_REQUIREMENT_
Examine each line of the data, and copy the ones containing "dead".
Content starts
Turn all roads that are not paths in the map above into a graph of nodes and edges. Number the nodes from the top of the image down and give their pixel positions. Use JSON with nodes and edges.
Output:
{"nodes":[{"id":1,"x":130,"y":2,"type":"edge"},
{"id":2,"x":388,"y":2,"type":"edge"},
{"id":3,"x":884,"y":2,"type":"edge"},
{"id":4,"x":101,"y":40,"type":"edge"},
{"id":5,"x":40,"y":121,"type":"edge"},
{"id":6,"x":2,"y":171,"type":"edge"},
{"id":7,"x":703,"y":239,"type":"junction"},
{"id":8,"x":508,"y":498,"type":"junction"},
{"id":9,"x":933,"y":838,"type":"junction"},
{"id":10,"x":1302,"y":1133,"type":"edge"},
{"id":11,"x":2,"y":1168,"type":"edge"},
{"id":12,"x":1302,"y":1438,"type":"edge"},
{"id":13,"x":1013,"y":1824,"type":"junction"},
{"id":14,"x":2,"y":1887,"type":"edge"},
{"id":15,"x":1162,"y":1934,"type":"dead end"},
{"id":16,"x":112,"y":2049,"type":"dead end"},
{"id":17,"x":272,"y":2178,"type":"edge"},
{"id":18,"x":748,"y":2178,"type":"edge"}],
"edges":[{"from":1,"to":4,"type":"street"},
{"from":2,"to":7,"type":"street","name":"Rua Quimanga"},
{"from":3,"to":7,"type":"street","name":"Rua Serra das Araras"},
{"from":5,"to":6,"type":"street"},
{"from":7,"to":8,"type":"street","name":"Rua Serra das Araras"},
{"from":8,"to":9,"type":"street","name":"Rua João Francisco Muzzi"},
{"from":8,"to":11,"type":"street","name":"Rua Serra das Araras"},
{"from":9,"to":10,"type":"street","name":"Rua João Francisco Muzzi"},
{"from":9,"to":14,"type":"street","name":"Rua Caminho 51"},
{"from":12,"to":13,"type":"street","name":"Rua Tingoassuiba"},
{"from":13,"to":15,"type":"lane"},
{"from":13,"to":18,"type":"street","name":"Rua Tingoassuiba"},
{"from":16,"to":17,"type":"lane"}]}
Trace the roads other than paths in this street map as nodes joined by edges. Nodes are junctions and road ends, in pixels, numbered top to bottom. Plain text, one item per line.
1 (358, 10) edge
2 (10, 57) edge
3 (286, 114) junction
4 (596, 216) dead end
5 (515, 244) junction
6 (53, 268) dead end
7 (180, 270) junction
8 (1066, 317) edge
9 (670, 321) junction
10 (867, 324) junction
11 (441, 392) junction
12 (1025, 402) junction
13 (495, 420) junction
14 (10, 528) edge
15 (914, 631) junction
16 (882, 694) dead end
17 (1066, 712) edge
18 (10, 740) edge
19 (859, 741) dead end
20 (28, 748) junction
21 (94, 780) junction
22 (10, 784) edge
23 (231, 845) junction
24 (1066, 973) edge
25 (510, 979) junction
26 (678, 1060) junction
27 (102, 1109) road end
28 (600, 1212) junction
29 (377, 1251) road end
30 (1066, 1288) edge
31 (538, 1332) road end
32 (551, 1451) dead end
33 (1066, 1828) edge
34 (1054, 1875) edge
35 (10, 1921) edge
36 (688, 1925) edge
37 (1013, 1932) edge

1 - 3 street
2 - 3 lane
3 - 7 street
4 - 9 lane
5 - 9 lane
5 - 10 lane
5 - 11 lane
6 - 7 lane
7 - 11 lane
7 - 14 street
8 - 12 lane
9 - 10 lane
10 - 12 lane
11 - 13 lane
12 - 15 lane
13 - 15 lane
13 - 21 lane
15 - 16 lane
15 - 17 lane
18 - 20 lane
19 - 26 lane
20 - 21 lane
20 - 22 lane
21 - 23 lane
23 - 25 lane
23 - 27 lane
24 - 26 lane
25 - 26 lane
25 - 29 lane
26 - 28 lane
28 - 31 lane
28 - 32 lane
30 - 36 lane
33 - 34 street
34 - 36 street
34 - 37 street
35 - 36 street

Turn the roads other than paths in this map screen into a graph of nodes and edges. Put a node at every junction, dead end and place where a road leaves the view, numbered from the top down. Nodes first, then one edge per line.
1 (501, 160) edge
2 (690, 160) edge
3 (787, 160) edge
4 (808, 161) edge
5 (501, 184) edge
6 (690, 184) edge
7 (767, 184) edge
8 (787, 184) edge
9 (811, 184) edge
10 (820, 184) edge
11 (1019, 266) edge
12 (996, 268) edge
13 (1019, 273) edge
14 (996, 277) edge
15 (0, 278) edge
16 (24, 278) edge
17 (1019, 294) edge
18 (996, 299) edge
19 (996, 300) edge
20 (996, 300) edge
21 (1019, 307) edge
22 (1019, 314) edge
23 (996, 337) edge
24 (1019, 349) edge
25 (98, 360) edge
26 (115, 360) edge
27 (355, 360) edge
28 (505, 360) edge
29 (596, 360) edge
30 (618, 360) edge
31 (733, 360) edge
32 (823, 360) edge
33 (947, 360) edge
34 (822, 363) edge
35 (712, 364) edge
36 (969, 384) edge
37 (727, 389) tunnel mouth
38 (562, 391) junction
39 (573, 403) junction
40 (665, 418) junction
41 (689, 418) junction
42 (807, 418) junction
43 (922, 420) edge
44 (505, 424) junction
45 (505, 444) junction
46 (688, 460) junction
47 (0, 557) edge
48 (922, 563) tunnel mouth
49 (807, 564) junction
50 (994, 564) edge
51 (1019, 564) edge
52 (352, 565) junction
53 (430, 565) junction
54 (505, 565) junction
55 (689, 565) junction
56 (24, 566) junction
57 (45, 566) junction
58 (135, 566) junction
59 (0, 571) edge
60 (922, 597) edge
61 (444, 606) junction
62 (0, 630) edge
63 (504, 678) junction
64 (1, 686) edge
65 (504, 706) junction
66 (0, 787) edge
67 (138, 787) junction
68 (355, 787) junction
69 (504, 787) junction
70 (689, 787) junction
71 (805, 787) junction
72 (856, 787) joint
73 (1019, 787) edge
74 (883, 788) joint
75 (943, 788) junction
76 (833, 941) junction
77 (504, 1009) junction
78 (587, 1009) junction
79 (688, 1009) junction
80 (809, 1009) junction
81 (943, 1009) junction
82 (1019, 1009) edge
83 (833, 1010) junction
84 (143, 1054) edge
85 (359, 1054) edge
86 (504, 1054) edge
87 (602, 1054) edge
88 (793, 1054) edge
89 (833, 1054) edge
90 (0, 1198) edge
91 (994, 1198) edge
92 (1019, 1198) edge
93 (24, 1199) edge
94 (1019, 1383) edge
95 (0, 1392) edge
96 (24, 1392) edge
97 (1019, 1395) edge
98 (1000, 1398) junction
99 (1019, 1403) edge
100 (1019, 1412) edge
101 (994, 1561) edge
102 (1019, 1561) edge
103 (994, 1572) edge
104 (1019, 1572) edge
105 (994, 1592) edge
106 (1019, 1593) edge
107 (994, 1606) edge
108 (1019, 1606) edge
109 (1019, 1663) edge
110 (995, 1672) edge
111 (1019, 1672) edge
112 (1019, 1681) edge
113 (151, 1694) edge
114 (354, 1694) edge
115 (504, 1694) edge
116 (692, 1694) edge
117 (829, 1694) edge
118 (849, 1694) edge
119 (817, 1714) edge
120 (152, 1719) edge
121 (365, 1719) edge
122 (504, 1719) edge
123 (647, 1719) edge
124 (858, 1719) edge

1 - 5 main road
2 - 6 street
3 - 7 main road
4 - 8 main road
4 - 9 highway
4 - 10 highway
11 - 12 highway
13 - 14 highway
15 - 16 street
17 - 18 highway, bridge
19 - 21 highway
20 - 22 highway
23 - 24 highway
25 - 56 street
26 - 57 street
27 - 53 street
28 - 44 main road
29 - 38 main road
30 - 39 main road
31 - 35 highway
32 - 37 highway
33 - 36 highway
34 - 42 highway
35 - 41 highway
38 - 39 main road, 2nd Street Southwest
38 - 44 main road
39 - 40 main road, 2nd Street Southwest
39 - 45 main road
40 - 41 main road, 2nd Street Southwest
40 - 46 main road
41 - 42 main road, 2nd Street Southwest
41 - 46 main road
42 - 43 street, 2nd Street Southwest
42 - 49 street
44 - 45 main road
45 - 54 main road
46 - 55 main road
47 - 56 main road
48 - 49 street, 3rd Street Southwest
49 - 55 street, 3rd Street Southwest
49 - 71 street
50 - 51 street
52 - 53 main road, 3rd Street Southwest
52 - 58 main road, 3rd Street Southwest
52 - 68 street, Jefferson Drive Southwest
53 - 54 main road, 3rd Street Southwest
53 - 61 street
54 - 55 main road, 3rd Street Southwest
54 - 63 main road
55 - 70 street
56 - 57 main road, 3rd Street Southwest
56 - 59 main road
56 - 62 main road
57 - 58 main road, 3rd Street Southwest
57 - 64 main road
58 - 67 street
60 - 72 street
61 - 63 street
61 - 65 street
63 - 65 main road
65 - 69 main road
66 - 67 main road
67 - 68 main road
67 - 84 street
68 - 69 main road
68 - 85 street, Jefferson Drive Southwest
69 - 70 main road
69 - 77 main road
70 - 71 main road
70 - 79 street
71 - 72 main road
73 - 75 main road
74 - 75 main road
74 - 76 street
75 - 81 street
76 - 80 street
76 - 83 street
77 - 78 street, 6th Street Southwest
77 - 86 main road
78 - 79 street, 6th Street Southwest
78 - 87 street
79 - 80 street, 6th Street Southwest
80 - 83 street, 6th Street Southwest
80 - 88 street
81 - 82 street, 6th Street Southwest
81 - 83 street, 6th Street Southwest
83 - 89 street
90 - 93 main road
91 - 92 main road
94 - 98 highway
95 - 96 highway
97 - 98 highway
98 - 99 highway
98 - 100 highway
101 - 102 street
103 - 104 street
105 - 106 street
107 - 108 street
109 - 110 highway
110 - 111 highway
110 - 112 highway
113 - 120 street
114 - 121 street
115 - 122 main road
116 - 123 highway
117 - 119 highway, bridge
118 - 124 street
Content ends
_ANSWER SECTION_
{"id":15,"x":1162,"y":1934,"type":"dead end"},
{"id":16,"x":112,"y":2049,"type":"dead end"},
4 (596, 216) dead end
6 (53, 268) dead end
16 (882, 694) dead end
19 (859, 741) dead end
32 (551, 1451) dead end
Turn the roads other than paths in this map screen into a graph of nodes and edges. Put a node at every junction, dead end and place where a road leaves the view, numbered from the top down. Nodes first, then one edge per line.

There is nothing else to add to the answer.